START Records supplied
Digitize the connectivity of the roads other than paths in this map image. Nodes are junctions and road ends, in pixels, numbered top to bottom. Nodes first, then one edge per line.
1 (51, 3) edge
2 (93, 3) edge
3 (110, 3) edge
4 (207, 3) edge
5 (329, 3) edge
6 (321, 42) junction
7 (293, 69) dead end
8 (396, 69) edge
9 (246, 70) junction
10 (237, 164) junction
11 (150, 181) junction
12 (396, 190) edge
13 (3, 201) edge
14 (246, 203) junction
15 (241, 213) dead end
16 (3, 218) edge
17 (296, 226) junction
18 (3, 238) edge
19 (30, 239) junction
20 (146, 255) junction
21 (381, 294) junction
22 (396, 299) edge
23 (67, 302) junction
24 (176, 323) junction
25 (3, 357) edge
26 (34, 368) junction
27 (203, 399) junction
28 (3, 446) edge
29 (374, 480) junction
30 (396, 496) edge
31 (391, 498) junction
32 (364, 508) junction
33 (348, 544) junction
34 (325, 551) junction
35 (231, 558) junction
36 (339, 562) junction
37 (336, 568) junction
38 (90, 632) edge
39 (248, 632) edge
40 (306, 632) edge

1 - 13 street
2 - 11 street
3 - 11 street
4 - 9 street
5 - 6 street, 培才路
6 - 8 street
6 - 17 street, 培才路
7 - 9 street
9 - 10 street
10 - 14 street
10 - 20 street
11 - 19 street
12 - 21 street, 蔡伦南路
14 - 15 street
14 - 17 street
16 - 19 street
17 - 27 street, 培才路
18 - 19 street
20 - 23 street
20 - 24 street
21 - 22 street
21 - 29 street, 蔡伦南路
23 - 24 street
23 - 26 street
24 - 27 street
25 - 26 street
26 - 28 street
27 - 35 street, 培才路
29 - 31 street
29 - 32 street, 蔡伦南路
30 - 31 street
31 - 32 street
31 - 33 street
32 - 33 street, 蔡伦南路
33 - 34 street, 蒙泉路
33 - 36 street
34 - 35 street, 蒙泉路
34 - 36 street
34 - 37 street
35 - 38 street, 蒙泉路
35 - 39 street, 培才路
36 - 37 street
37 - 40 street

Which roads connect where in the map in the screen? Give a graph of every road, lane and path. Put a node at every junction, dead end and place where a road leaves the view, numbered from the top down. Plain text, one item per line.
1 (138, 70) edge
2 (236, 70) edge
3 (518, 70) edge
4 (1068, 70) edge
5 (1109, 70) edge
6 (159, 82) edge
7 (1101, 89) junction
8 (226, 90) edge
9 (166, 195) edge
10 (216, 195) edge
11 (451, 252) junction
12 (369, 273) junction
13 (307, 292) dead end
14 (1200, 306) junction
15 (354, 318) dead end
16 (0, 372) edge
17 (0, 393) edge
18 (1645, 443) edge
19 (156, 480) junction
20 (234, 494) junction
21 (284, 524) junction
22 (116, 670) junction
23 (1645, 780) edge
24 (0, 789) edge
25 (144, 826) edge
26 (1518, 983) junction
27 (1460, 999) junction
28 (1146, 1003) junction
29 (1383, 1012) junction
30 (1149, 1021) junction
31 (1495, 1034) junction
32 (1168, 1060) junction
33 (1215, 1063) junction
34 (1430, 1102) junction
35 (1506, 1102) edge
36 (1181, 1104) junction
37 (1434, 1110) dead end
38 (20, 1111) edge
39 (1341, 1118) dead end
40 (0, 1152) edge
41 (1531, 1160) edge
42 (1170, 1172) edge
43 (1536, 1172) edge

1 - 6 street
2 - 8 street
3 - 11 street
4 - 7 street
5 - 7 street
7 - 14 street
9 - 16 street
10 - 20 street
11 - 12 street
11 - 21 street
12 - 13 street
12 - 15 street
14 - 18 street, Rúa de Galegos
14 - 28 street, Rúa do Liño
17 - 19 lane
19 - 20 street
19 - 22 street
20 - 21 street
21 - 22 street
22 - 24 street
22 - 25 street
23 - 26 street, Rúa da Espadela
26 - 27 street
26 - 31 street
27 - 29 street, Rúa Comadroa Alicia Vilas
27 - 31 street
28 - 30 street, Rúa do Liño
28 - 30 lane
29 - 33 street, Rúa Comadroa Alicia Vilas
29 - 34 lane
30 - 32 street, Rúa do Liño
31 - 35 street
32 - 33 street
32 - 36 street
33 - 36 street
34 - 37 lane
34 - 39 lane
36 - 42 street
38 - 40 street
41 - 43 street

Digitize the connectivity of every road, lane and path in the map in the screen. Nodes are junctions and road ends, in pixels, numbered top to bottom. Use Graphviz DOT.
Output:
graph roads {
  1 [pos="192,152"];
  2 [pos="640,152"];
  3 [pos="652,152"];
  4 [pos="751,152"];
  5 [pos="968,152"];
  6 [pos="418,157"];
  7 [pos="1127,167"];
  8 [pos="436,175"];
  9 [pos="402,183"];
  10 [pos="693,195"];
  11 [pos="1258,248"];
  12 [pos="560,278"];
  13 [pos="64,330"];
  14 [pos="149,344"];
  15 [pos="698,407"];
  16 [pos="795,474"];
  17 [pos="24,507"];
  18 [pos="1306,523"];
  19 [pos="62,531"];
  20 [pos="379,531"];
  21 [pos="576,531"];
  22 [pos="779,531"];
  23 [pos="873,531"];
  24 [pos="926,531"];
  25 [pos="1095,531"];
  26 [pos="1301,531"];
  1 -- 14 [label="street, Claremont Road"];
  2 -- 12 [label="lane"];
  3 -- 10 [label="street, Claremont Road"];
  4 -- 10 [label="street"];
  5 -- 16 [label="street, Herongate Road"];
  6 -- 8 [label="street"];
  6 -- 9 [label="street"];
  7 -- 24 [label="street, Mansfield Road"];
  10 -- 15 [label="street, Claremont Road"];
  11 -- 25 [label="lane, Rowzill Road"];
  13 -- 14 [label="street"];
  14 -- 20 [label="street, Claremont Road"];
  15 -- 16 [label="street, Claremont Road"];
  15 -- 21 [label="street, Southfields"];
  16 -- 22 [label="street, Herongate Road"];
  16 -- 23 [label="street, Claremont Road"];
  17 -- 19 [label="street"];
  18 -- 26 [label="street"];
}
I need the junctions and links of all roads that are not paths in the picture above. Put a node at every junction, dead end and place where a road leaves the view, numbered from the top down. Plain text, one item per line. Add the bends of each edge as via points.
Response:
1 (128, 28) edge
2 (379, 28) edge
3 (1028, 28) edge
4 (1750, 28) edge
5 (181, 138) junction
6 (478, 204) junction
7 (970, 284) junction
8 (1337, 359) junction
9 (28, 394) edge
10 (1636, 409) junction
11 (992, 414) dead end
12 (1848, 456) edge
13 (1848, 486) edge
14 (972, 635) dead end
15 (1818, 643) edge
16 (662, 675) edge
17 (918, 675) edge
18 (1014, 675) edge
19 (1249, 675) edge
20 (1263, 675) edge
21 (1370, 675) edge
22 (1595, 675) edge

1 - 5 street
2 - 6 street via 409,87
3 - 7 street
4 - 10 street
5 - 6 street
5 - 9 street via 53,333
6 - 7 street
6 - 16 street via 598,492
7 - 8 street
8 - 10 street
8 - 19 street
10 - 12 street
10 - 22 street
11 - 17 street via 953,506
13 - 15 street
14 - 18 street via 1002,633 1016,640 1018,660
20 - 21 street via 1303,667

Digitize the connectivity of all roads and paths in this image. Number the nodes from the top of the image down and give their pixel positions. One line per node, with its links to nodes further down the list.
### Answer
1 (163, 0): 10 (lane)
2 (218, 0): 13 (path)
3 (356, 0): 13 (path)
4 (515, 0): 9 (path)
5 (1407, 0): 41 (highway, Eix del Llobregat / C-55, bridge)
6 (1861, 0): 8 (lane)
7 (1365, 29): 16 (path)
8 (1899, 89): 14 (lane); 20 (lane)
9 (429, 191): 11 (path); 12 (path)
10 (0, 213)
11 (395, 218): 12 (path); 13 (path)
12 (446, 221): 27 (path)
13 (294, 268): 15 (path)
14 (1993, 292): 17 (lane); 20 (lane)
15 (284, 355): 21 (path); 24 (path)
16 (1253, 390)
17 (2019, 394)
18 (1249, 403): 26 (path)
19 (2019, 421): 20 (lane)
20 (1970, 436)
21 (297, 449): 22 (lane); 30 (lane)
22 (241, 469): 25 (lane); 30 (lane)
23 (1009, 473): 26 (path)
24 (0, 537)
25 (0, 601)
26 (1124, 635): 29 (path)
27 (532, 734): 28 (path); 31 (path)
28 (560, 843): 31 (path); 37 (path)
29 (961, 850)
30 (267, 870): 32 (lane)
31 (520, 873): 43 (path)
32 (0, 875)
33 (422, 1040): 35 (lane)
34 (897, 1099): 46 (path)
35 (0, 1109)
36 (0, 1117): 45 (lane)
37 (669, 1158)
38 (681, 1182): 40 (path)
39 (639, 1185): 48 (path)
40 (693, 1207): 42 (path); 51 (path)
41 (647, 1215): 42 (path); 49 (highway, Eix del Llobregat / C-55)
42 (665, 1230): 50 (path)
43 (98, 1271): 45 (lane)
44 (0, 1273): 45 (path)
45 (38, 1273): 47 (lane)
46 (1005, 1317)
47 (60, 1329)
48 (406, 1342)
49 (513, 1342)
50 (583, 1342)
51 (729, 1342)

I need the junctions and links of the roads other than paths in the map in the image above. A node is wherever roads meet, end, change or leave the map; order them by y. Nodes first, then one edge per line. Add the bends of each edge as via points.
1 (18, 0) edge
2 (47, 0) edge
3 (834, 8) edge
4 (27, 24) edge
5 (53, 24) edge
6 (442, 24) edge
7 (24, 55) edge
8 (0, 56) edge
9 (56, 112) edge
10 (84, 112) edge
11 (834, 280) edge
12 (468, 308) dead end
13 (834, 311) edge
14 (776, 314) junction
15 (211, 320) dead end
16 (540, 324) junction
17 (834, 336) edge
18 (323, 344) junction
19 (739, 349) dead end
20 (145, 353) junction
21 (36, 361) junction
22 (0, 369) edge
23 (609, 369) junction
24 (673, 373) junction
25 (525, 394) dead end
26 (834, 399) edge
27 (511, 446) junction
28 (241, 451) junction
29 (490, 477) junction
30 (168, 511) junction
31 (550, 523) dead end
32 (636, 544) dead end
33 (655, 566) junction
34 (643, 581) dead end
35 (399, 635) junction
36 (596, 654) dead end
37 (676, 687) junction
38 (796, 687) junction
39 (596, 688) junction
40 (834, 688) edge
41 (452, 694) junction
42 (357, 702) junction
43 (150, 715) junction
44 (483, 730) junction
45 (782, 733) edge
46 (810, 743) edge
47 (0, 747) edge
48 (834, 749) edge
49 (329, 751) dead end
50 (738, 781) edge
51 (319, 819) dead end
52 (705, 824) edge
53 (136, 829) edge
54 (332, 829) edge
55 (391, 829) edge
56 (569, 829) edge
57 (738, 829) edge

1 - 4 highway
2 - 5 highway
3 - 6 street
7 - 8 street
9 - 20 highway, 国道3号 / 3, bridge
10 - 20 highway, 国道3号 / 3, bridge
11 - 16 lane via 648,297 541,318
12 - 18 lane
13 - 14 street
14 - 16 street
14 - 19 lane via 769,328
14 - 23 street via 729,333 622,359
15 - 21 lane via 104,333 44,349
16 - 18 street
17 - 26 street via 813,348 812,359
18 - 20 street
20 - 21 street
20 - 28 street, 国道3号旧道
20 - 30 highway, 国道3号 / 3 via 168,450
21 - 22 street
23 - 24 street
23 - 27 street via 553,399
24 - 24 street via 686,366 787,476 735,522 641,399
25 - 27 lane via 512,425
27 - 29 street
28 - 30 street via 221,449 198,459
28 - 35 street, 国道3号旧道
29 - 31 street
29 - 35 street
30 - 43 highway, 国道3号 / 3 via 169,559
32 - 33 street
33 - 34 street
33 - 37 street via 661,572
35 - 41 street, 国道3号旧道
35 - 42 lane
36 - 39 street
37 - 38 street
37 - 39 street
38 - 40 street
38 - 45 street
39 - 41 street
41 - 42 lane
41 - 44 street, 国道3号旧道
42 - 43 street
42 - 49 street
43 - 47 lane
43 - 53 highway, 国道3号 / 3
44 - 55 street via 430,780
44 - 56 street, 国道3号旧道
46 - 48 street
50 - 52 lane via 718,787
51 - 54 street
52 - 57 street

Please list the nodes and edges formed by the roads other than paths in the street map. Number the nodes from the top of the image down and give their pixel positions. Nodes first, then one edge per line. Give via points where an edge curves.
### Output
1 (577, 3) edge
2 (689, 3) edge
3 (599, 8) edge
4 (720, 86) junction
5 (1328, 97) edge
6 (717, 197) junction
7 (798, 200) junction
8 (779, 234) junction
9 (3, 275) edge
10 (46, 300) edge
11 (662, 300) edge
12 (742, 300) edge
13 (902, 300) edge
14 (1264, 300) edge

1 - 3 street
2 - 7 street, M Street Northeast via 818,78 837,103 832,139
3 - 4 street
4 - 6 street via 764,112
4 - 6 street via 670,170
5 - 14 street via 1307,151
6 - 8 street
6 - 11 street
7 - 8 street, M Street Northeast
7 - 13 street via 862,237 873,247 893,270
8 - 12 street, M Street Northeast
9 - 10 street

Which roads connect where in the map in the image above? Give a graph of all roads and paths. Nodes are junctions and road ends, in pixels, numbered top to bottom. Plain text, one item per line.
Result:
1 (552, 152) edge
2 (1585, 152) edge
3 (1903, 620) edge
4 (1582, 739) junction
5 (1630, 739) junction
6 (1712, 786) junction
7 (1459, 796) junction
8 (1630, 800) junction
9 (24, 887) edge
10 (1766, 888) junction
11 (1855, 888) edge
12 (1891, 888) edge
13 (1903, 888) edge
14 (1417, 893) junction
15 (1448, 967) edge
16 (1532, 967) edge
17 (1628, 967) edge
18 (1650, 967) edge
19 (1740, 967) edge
END Records supplied
● Directions:
The response should be an exact copy of the lines from the one with "Which roads connect where in the map in the image" through the end of the data, with no other text.

● Exercise answer:
Which roads connect where in the map in the image above? Give a graph of all roads and paths. Nodes are junctions and road ends, in pixels, numbered top to bottom. Plain text, one item per line.
Result:
1 (552, 152) edge
2 (1585, 152) edge
3 (1903, 620) edge
4 (1582, 739) junction
5 (1630, 739) junction
6 (1712, 786) junction
7 (1459, 796) junction
8 (1630, 800) junction
9 (24, 887) edge
10 (1766, 888) junction
11 (1855, 888) edge
12 (1891, 888) edge
13 (1903, 888) edge
14 (1417, 893) junction
15 (1448, 967) edge
16 (1532, 967) edge
17 (1628, 967) edge
18 (1650, 967) edge
19 (1740, 967) edge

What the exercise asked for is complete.